Oireachtas Joint and Select Committees

Wednesday, 17 January 2018

Joint Oireachtas Committee on Communications, Climate Action and Environment

Scrutiny of the Waste Reduction Bill 2017

1:30 pm

Mr. Paul Kelly:

From a food and drink perspective, consumer safety is the overriding objective of food and beverage producers, and packaging ensures effective communication to consumers and its safe use and handling. Because of effective packaging processes, food wastage rates at pre-consumption point are between 2% and 4% in industrialised countries. This compares with 50% in developing countries.

The mandating of a deposit-and-return scheme for sealed beverage containers must be considered in the context of our existing waste packaging, collection and recycling in Ireland, called Repak. In 2016, beverage manufacturers paid €6.6 million to Repak, which is close to 25% of its revenue.

Beverage manufacturers paid €6.6 million to Repak in 2016, close to 25% of Repak revenues. The impact of this financial commitment is evidence that before industry began funding Repak, 94% of all packaging went to landfill and now 93% of all packaging is recycled and recovered, according to the EPA. Placing a deposit return scheme directly on top of our existing scheme would put this progress at risk.

The packaging targeted by the Bill makes up just 4.5% of litter, according to the Department of Communications, Climate Action and Environment. Tackling litter louts requires awareness programmes and enforcement of the Litter Act.

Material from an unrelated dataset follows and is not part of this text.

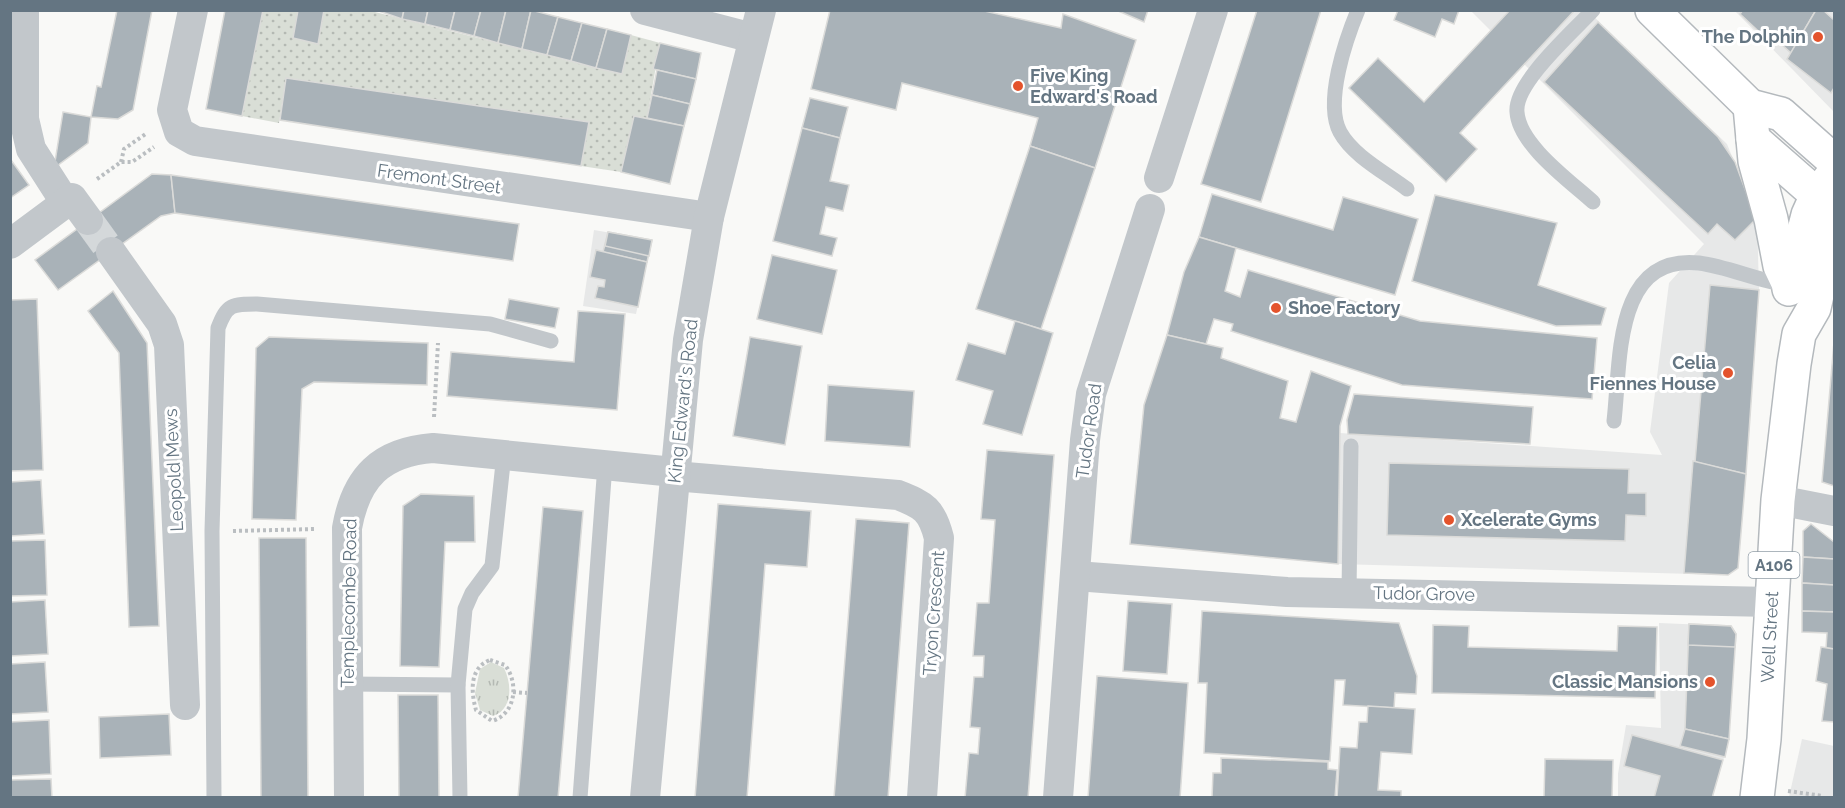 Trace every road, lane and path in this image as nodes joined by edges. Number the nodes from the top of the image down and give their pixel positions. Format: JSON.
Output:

Ireland’s waste packaging collection and recycling scheme is built on the principle of shared responsibility. This shared cost approach is one where business, waste collectors and householders share the cost of segregated packaging waste collections. This recognises the obligation on collectors to collect waste from households, with householders contributing towards the provision of a service under the principle of polluter pays and business contributing to the additional costs of collecting packaging waste for recycling separately from other waste. Food Drink Ireland believes that this should continue to be the case to build on our recycling rates.